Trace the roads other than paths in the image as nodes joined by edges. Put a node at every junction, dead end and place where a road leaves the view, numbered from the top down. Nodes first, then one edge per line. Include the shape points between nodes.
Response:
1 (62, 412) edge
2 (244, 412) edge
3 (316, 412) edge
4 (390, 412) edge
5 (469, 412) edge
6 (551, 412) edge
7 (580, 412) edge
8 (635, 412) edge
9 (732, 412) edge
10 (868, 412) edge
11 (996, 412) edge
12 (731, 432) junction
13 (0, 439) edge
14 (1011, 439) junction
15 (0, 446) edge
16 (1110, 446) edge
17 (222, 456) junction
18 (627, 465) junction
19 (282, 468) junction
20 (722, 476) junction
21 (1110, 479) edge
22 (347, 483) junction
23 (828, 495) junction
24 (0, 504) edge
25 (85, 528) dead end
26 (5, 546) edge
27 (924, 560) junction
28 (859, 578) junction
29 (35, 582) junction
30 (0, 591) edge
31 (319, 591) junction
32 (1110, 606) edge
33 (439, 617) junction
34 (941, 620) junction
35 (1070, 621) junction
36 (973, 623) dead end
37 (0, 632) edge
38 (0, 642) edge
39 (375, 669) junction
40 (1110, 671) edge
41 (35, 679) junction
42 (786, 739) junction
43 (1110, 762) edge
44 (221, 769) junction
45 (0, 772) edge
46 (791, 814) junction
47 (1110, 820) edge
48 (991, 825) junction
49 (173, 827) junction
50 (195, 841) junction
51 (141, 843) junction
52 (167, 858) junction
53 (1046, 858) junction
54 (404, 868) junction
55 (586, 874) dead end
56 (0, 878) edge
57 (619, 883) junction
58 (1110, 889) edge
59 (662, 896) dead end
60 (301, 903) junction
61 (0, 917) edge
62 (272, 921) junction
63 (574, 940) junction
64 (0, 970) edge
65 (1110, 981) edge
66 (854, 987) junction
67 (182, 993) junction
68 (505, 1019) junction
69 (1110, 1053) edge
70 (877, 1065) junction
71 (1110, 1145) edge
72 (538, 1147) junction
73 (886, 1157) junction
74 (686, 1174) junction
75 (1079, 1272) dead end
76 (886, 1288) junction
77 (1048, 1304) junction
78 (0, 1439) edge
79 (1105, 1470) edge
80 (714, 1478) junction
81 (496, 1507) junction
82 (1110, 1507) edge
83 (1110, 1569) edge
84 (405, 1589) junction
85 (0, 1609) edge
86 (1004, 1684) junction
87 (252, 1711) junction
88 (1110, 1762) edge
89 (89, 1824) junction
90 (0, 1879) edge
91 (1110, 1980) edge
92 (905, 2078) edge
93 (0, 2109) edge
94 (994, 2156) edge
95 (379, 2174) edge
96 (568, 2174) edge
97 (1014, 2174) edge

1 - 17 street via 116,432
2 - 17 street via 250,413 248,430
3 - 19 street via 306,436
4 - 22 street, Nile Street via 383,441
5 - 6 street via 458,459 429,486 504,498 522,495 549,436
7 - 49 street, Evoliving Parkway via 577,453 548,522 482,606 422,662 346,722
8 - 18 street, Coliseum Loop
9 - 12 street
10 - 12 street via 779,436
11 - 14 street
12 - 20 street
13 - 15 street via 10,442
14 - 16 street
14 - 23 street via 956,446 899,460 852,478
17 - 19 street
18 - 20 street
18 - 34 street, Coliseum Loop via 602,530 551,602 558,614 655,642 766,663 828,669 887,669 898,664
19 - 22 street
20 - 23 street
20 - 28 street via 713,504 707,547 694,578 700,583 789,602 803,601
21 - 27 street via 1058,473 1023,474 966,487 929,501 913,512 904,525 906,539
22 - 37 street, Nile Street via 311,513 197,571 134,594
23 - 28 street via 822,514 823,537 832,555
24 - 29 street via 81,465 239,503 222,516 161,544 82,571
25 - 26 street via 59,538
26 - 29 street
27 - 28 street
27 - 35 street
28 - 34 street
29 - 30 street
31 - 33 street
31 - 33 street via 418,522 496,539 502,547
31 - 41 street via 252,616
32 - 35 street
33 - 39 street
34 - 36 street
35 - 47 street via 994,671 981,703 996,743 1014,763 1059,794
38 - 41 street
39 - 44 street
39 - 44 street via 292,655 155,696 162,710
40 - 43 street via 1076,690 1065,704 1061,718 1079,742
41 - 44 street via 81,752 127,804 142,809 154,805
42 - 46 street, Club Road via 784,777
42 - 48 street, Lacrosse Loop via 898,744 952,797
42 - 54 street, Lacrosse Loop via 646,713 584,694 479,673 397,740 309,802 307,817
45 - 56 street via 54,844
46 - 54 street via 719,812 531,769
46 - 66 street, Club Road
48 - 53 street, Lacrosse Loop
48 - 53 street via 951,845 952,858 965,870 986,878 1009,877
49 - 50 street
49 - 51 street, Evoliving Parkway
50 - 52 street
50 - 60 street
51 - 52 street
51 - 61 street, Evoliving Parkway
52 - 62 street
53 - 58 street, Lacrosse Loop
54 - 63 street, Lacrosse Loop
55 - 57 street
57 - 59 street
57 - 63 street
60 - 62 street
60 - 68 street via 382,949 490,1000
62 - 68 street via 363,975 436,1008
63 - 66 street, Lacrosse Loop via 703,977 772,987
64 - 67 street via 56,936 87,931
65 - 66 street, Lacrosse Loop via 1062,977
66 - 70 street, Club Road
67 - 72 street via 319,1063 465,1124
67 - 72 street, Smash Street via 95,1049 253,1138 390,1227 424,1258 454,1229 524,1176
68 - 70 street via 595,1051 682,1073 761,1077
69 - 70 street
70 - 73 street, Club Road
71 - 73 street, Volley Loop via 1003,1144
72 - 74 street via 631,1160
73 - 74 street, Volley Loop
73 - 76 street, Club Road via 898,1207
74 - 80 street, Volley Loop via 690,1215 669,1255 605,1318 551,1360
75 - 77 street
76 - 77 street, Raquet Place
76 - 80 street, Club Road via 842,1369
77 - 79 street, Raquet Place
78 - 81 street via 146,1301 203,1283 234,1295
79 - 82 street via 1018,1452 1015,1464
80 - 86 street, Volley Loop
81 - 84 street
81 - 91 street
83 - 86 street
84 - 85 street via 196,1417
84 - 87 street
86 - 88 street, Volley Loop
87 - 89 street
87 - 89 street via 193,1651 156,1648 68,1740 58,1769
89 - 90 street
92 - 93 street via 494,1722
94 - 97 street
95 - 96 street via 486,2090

·····

- [What you are asked to do]: Return solely the number of lines in the data that include the word "dead".

- [Solution]: 6